TASK INSTRUCTIONS:
Whenever a line in this data holds the word "every", report that line in full.

MATERIAL FOR THE TASK:

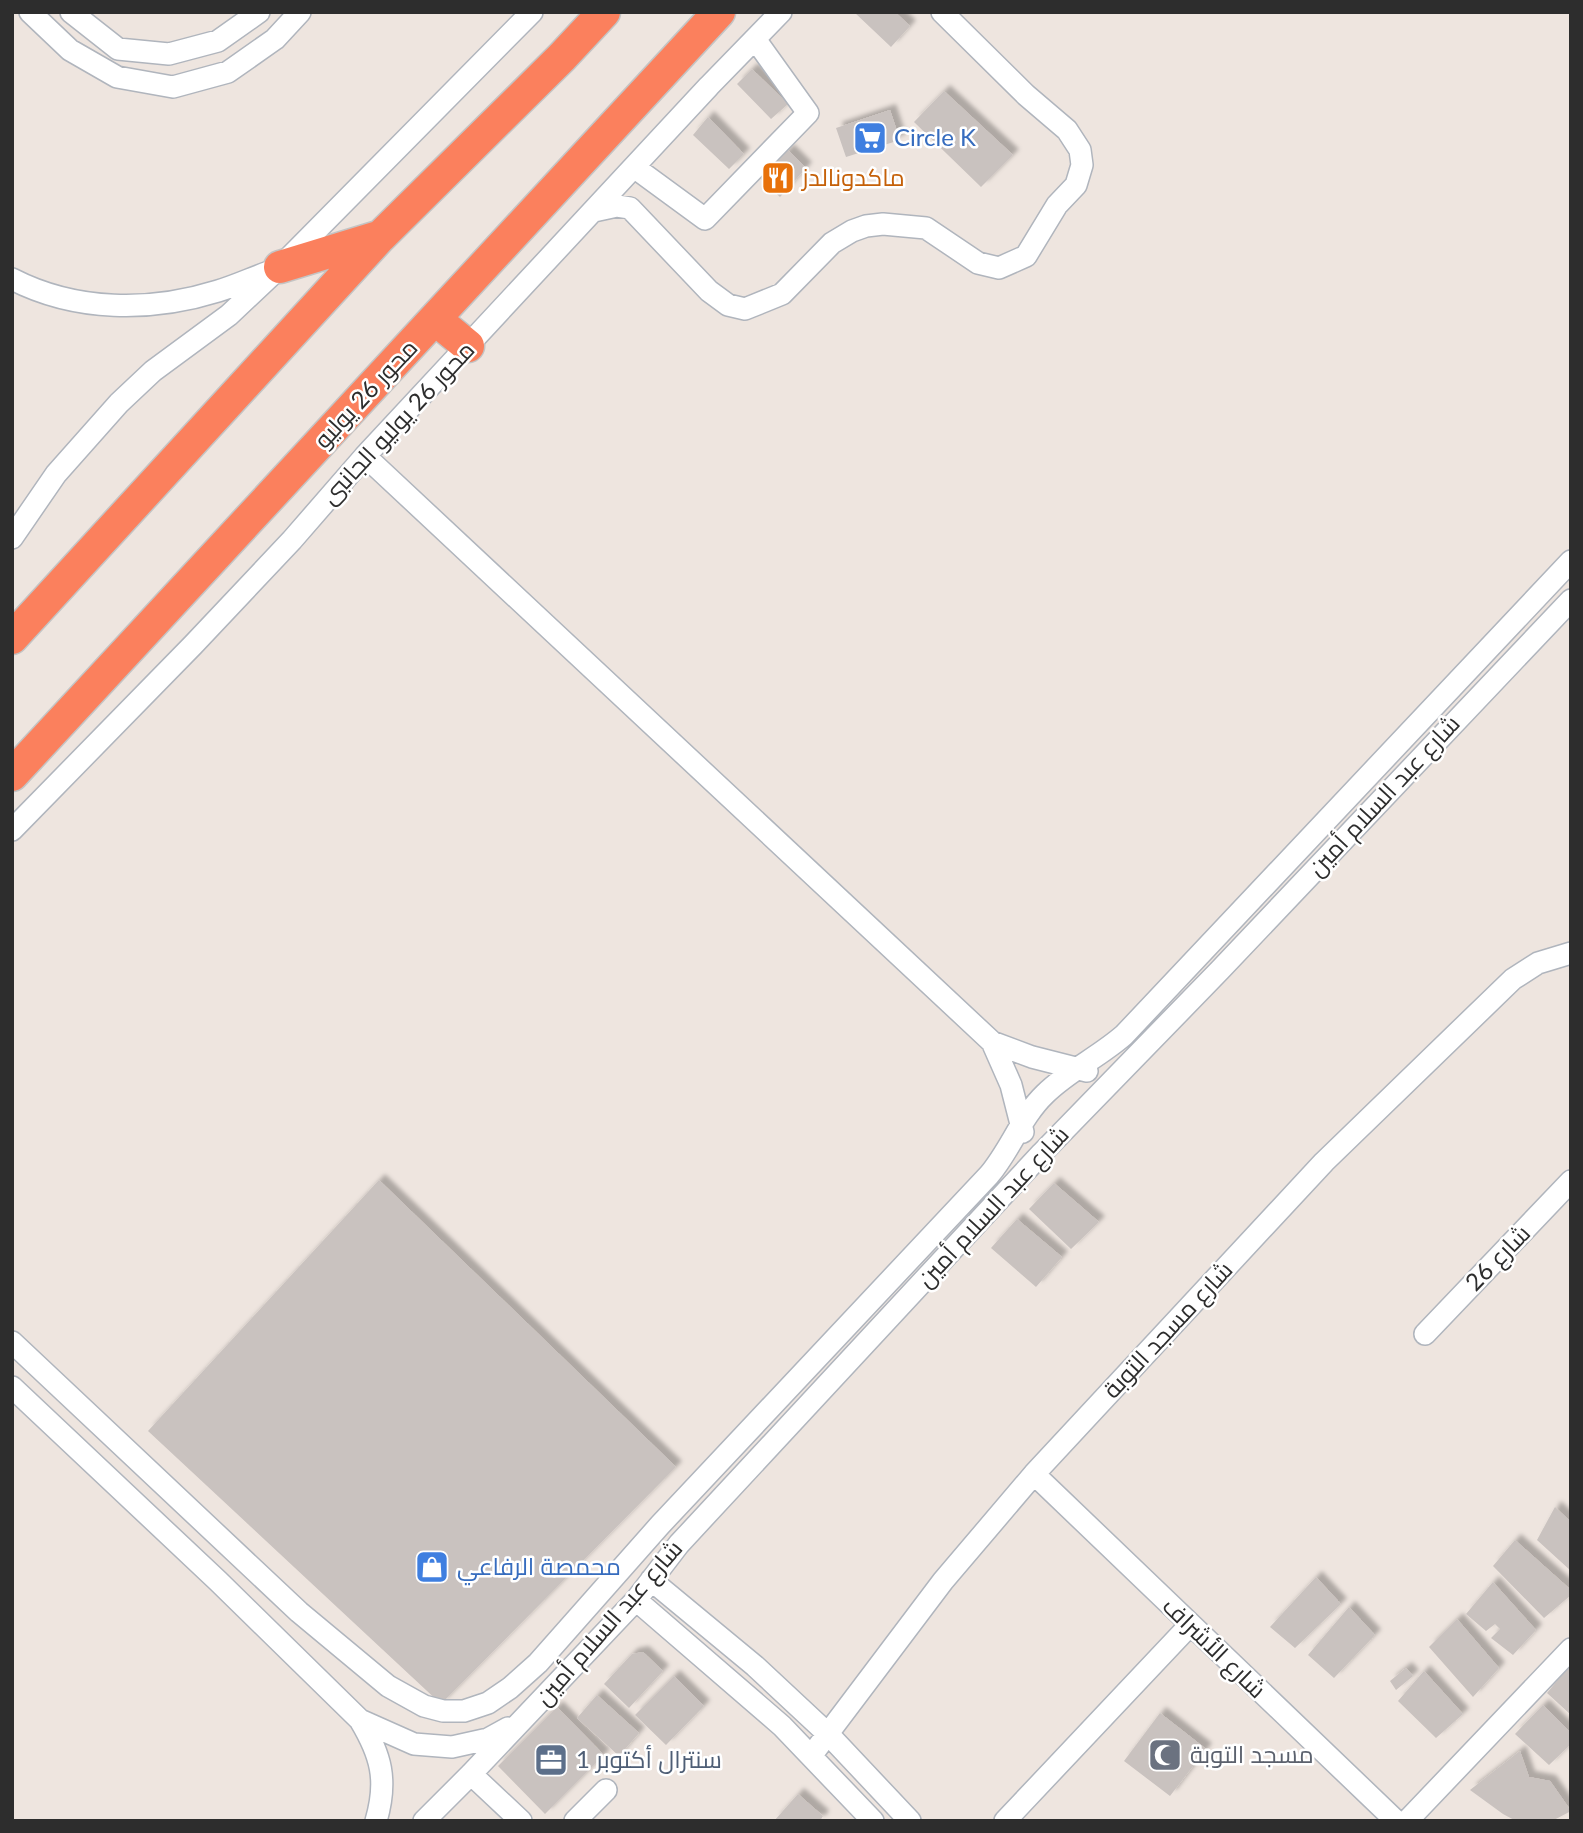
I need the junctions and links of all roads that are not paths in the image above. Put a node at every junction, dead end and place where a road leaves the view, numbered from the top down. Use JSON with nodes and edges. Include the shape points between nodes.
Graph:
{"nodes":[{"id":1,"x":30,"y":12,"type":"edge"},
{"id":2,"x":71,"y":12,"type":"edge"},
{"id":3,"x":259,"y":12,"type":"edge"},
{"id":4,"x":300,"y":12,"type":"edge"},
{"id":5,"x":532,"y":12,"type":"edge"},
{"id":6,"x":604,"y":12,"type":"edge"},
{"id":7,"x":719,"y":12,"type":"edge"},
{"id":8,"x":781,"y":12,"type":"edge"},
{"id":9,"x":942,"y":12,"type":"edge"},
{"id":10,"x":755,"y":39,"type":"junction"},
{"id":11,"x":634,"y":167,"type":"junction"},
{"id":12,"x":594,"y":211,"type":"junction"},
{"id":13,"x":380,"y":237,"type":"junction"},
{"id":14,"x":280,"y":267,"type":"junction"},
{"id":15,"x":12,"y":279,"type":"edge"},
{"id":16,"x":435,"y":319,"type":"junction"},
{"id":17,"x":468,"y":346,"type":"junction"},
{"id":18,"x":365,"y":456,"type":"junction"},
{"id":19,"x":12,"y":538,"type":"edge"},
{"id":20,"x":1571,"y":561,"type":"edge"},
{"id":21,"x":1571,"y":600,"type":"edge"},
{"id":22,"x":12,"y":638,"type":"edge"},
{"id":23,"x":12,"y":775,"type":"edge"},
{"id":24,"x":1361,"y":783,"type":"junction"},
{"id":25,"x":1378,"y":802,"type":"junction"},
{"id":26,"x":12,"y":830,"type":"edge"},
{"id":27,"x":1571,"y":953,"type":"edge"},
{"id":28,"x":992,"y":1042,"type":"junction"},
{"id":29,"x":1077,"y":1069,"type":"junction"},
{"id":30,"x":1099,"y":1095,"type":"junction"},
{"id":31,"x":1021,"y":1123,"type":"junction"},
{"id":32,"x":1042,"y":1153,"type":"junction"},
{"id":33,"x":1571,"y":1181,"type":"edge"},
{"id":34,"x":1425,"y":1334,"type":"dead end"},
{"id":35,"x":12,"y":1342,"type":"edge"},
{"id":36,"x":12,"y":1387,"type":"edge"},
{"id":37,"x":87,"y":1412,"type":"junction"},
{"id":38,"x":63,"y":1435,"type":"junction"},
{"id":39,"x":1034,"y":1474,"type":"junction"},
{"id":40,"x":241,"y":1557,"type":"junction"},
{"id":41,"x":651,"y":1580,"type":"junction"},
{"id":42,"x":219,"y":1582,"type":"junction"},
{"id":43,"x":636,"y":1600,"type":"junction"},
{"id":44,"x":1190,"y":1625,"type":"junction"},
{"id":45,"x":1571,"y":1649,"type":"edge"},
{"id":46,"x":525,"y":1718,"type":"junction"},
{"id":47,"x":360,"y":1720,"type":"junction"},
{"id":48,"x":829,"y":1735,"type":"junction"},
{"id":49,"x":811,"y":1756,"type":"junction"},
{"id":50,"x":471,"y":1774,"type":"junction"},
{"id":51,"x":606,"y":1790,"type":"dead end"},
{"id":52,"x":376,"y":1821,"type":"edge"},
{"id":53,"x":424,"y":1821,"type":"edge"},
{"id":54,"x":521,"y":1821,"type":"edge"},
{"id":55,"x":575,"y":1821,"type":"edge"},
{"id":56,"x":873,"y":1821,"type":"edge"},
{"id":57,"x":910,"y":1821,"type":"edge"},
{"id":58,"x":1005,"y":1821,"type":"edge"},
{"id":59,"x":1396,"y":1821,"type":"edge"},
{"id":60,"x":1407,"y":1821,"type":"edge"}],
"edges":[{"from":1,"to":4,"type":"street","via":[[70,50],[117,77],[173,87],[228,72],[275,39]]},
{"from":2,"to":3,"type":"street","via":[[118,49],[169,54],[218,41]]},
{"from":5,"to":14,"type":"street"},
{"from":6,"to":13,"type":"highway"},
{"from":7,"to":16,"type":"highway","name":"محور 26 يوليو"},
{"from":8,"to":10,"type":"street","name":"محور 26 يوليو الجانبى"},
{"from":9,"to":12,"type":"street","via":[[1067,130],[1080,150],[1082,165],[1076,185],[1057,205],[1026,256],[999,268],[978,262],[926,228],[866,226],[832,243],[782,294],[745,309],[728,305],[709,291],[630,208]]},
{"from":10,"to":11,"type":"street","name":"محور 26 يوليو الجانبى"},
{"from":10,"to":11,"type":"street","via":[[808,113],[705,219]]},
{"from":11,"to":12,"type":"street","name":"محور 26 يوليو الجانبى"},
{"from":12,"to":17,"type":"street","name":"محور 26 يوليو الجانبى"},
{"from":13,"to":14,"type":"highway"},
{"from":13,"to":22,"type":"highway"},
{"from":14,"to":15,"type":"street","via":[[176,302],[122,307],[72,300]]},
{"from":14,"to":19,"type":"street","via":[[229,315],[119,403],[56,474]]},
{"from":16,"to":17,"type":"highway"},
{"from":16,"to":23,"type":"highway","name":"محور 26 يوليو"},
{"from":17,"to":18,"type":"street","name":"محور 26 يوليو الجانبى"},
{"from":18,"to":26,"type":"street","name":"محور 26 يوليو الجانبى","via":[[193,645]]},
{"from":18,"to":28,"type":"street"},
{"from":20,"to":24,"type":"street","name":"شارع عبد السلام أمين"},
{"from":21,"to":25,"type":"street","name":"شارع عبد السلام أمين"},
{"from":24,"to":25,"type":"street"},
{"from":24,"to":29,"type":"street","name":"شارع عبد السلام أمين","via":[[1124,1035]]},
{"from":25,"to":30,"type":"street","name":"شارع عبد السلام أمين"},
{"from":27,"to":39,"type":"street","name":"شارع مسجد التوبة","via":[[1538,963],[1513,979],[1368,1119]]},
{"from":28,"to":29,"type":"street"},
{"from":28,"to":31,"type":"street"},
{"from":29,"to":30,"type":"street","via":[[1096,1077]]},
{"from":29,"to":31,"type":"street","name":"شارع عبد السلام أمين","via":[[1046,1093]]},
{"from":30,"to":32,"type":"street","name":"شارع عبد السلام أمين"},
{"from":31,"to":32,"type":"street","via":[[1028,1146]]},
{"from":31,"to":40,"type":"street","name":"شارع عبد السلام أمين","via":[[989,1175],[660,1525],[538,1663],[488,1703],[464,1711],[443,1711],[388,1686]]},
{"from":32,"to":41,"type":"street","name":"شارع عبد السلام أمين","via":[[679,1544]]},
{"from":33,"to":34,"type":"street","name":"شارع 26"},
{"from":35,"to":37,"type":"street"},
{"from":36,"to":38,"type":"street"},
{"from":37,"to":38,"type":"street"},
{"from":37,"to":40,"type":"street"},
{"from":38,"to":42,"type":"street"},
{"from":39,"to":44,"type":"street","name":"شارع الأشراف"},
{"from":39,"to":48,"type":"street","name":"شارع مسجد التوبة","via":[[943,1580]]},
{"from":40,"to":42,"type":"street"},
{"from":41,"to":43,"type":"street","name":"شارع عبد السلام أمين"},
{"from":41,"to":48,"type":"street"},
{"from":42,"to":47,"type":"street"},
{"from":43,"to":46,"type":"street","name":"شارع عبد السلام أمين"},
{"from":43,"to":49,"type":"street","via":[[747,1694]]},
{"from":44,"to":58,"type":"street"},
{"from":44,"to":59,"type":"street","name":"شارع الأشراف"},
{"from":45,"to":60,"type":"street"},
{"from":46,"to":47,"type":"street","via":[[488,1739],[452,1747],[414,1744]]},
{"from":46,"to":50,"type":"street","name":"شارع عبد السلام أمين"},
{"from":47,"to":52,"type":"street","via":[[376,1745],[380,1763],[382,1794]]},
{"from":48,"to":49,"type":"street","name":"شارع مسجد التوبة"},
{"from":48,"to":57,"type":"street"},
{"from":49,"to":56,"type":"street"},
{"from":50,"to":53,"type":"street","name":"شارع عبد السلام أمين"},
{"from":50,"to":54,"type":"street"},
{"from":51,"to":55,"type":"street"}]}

--

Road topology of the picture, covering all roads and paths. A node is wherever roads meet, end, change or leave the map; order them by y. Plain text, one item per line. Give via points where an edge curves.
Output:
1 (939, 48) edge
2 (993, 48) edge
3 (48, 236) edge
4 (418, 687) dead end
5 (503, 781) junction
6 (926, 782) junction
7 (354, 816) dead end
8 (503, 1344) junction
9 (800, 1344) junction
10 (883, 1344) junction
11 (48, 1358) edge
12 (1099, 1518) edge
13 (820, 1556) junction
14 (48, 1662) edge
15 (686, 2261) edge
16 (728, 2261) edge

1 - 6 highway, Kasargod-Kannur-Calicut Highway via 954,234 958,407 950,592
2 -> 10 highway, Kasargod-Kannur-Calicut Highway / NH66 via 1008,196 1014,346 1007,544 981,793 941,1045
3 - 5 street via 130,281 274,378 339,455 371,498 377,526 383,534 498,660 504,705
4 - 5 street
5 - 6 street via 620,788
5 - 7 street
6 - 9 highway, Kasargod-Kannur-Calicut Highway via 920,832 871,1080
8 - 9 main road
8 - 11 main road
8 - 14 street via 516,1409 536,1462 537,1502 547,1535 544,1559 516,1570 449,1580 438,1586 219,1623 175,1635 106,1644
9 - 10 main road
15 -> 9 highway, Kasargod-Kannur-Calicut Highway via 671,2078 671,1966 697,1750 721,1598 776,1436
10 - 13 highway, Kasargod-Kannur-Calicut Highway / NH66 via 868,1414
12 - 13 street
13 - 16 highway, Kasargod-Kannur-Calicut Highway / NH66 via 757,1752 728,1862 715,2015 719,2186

--

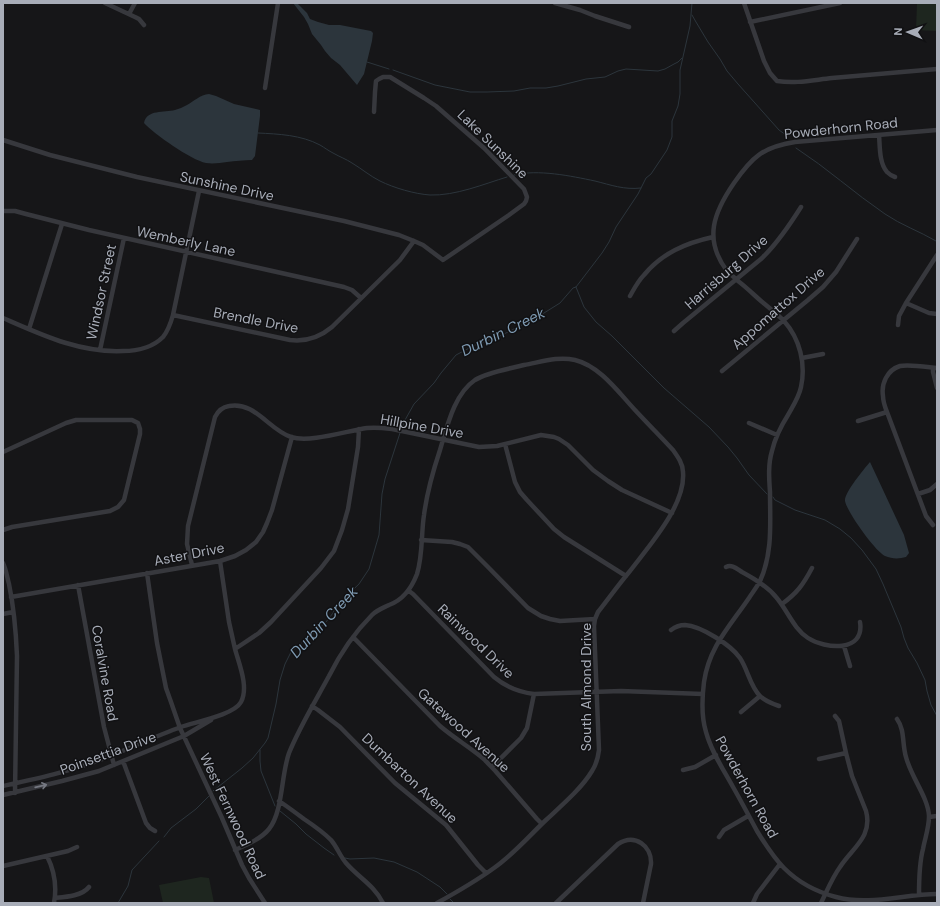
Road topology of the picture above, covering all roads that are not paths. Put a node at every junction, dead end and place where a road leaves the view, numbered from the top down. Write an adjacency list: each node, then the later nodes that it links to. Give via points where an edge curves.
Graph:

REPLY TO THE TASK:
I need the junctions and links of all roads that are not paths in the image above. Put a node at every junction, dead end and place where a road leaves the view, numbered from the top down. Use JSON with nodes and edges. Include the shape points between nodes.
Road topology of the picture above, covering all roads that are not paths. Put a node at every junction, dead end and place where a road leaves the view, numbered from the top down. Write an adjacency list: each node, then the later nodes that it links to. Give via points where an edge curves.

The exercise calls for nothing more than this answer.